L’incendie du Presbytère en 1878

(Extrait du registre des délibérations du 20-21 nov. 1878)

L’an mille huit cent soixante dix huit et le mercredi vingt du mois de mars vers onze heures et quart du soir par un ciel étoilé et une assez forte bise au chef lieu de Cuvat. L’ancien presbytère de Cuvat portant la date de 1644 où intérimait le vicaire révérend François Antoine Reydet de la Frasse, sa sœur Emerencie lui faisant compagnie.

Saisissant l’occasion de la vacance de la cure pour y faire procéder à d’urgentes réparations locatives, Messieurs Donat Lavorel, président du conseil de Fabrique et le maire de la commune, Félix Bertherat avaient donné précédemment un forfait, l’entreprise de cette réparation a Pierre Gaillard, peintre plâtrier, Faubourg 39 à Annecy et son ouvrier André qui au presbytère de Cuvat pour le besoin de leur art éclairèrent un feu mal marbré à la salle faisant office de salon dont la cheminée débouchait dans celle de la cuisine à la hauteur de la poutraison de l’étage supérieure un feu de suie y aillant déjà éclaté la veille, dix neuf mars vers quatre heures du soir et qui a été éteint sans inspiré de crainte ultérieure sans une tête de poutre murée dans la hotte de la cheminée et qui a probablement couvée le feu pendant trente heures.

La version la plus rapprochante est que l’incendie aurait éclaté entre le plafond et le plancher près de la paroi murale qui retenait l’extrême de la poutre dont il est parlé plus haut.

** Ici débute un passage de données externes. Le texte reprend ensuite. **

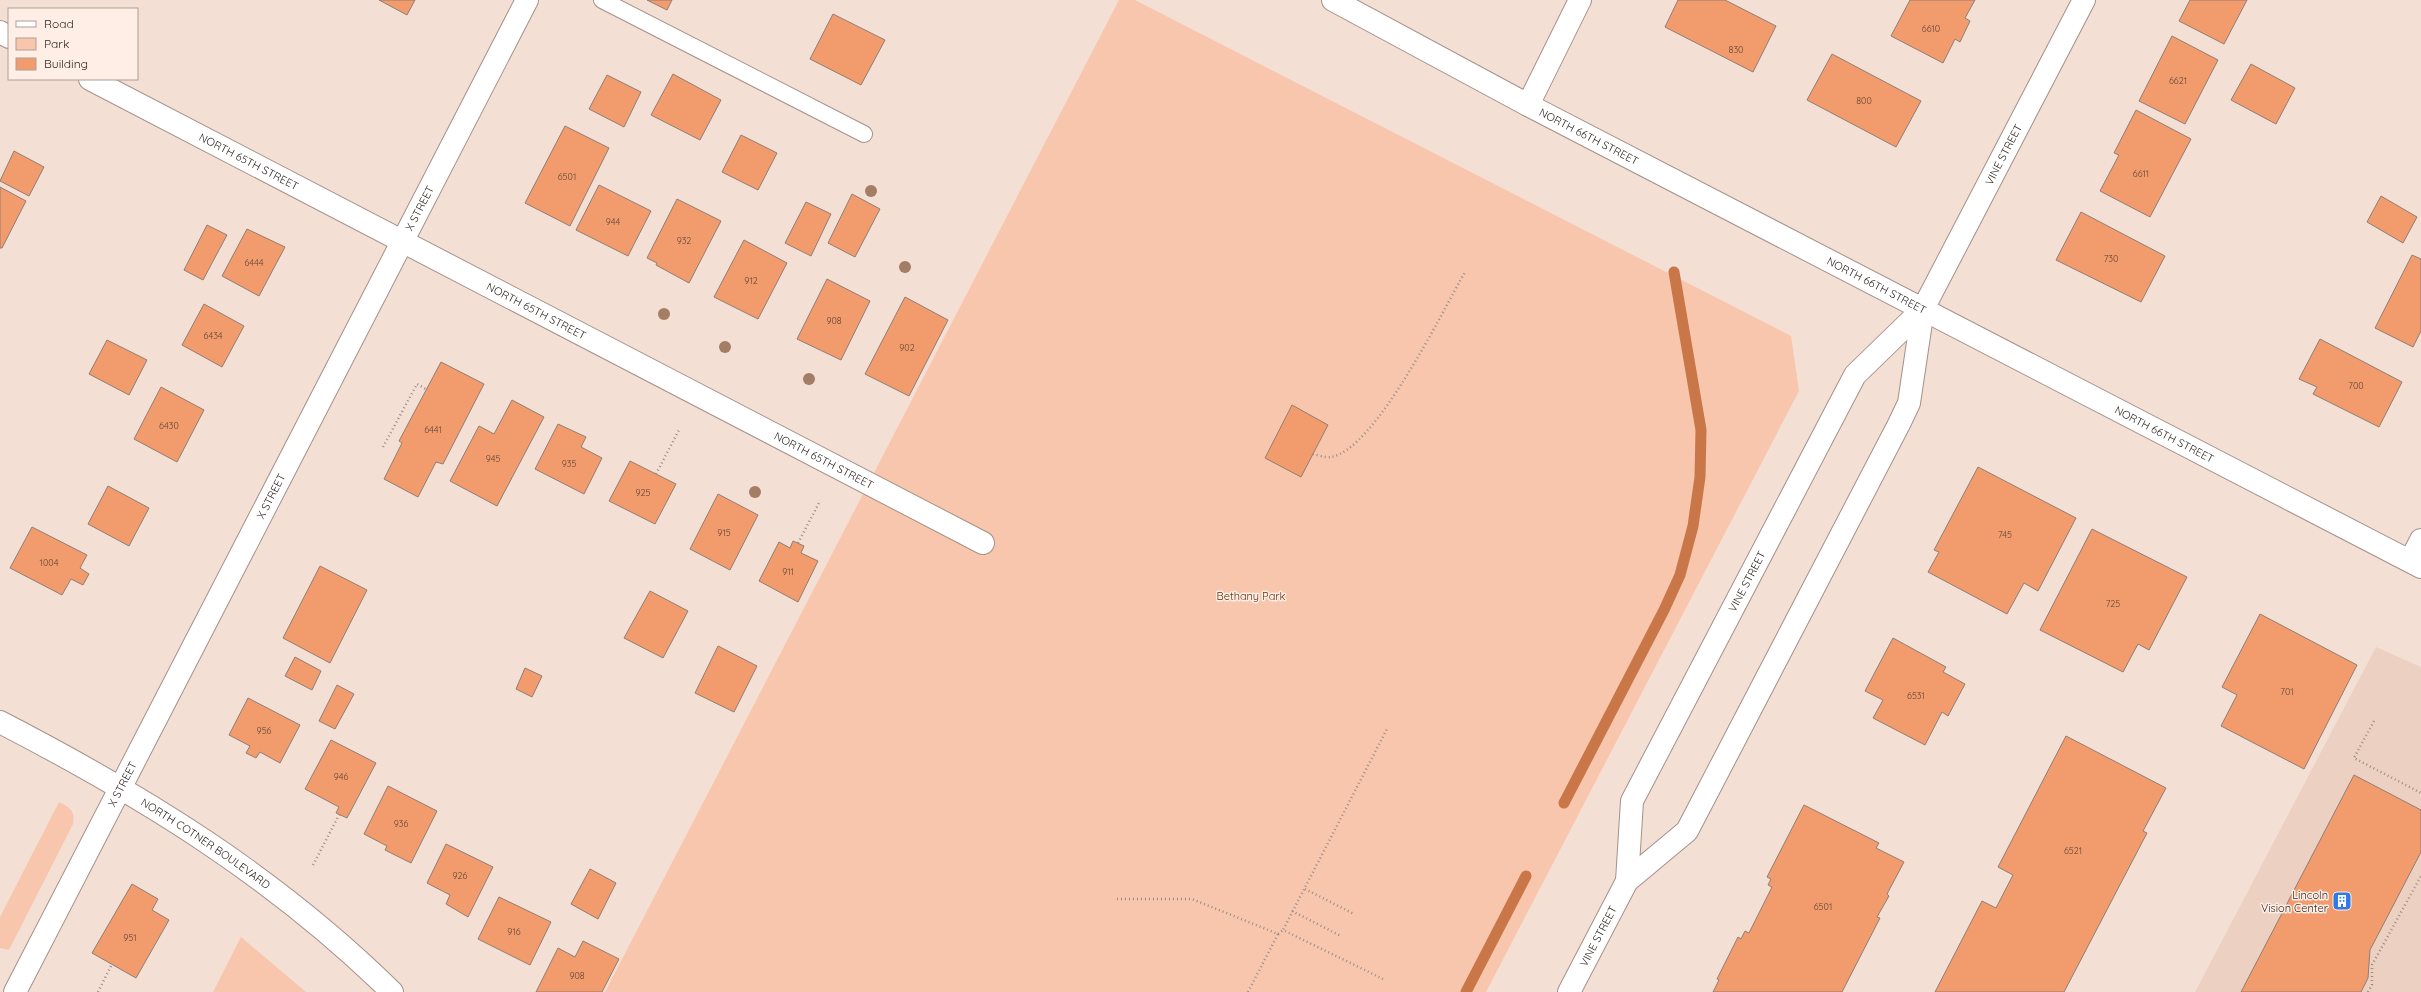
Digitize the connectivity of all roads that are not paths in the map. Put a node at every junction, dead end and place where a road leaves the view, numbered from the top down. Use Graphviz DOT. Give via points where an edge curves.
graph roads {
  1 [pos="527,0"];
  2 [pos="602,0"];
  3 [pos="1333,0"];
  4 [pos="1580,0"];
  5 [pos="2084,0"];
  6 [pos="92,80"];
  7 [pos="1528,105"];
  8 [pos="864,134"];
  9 [pos="402,242"];
  10 [pos="1923,309"];
  11 [pos="2421,540"];
  12 [pos="983,543"];
  13 [pos="2415,564"];
  14 [pos="0,722"];
  15 [pos="120,787"];
  16 [pos="1628,881"];
  17 [pos="14,992"];
  18 [pos="392,992"];
  19 [pos="1569,992"];
  1 -- 9 [label="main road, X STREET"];
  2 -- 8 [label="lane"];
  3 -- 7 [label="main road, NORTH 66TH STREET"];
  4 -- 7 [label="main road"];
  5 -- 10 [label="main road, VINE STREET"];
  6 -- 9 [label="main road, NORTH 65TH STREET"];
  7 -- 10 [label="main road, NORTH 66TH STREET"];
  9 -- 12 [label="main road, NORTH 65TH STREET"];
  9 -- 15 [label="main road, X STREET"];
  10 -- 13 [label="main road, NORTH 66TH STREET"];
  10 -- 16 [label="main road, VINE STREET" via="1909,403 1899,424 1687,831"];
  10 -- 16 [label="main road, VINE STREET" via="1855,375 1632,801"];
  11 -- 13 [label="main road"];
  14 -- 15 [label="main road, NORTH COTNER BOULEVARD"];
  15 -- 17 [label="main road, X STREET"];
  15 -- 18 [label="main road, NORTH COTNER BOULEVARD" via="211,843 275,890 334,938"];
  16 -- 19 [label="main road, VINE STREET"];
}
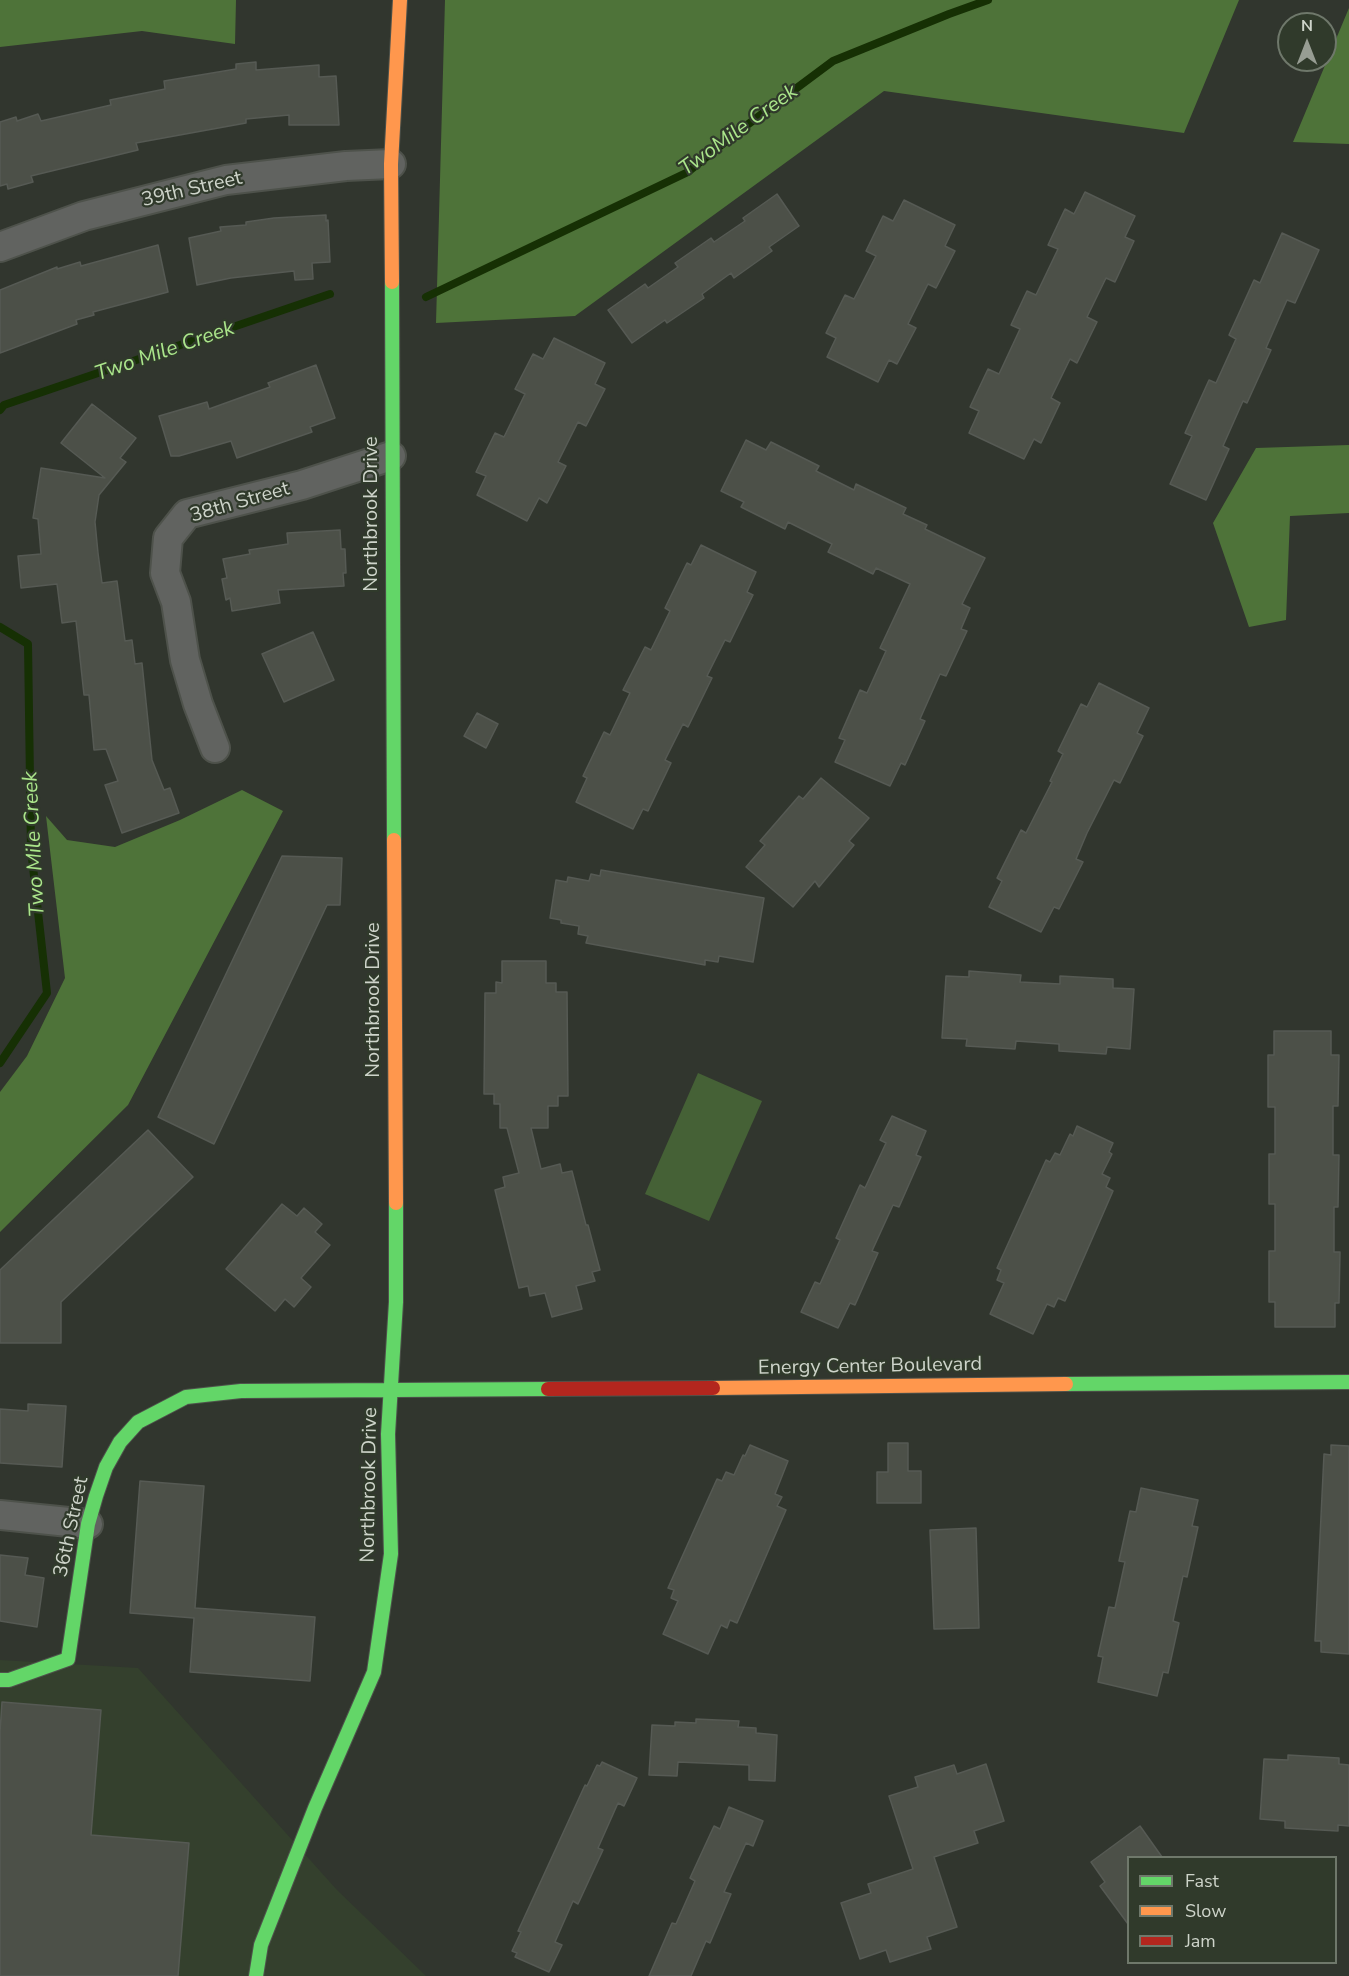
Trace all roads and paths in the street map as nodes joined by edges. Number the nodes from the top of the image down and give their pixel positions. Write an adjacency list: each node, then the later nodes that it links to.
1 (400, 0): 2 (street, Northbrook Drive)
2 (391, 164): 3 (street, 39th Street); 4 (street, Northbrook Drive)
3 (0, 247)
4 (391, 456): 5 (street, 38th Street); 7 (street, Northbrook Drive)
5 (215, 748)
6 (1349, 1382): 7 (street, Energy Center Boulevard)
7 (391, 1391): 9 (street, 36th Street); 11 (street, Northbrook Drive)
8 (0, 1515): 9 (street)
9 (88, 1524): 10 (street, 36th Street)
10 (0, 1680)
11 (256, 1976)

Cela étant le feu s’est allumé justement au dessus où aux combles il y avait matière à l’alimenter quand tout le monde était au premier sommeil.

Monsieur le vicaire a été réveillé que par la chute à brasser des tuiles par l’ouverture du grenier. Son premier mouvement a été d’appeler sa sœur qui croyait à un assassinat.

Leur premier soin fut d’appeler aux secours en approchant du Murgier, qui, quoique tardif, furent très utiles pour déménager les papiers, les registres, le mobilier de la cure et les archives, documents livres registres et papiers de la Mairie où tout était logé au rez de chaussée dans la salle consulaire.

Le travail de sauvetage a pu s’effectuer sans trop de danger grâce au terrassement qui recouvrait une grande partie de presbytère et aux jets de sauts d’eau fournis par les deux puits de la Cure et de la ferme.

La toiture de l’église a couru les plus grands risques : attendu sa proximité d’environ deux mètres d’intervalle, la maison fermière sise au sud ouest a failli aussi être incendiée. Les avants toits abritaient du fourrage et la moitié du couvert étant en chaume sur le derrière.

Enfin grâce au zèle de ces messieurs le Maire, l’adjoint et de divers conseillers municipaux et à l’activité courageuse d‘un noyau de travailleurs bravant les flammes la part du feu a été circonscrite dans la vieille toiture du presbytère dont le remplacement par une charpente neuve aurait approché trois mille francs de dépenses.

Si le ramonage avait été pratiqué naguère, la suie n’aurait pas donné lieu au feu de cheminée du dix neuf la veille.

Une pompe à incendie et des agrès auraient été de la plus grande utilité mais ces ustensiles font actuellement défaut dans cette municipalité.

L’assurance de bâtiments communaux est devenu une mesure de sage prévoyance ainsi contractée le vingt six mai 1878 à 1888. Voir le contrat aux archives.

La compagnie La Nation approuvée par le monsieur le préfet Gilbert le Gnay.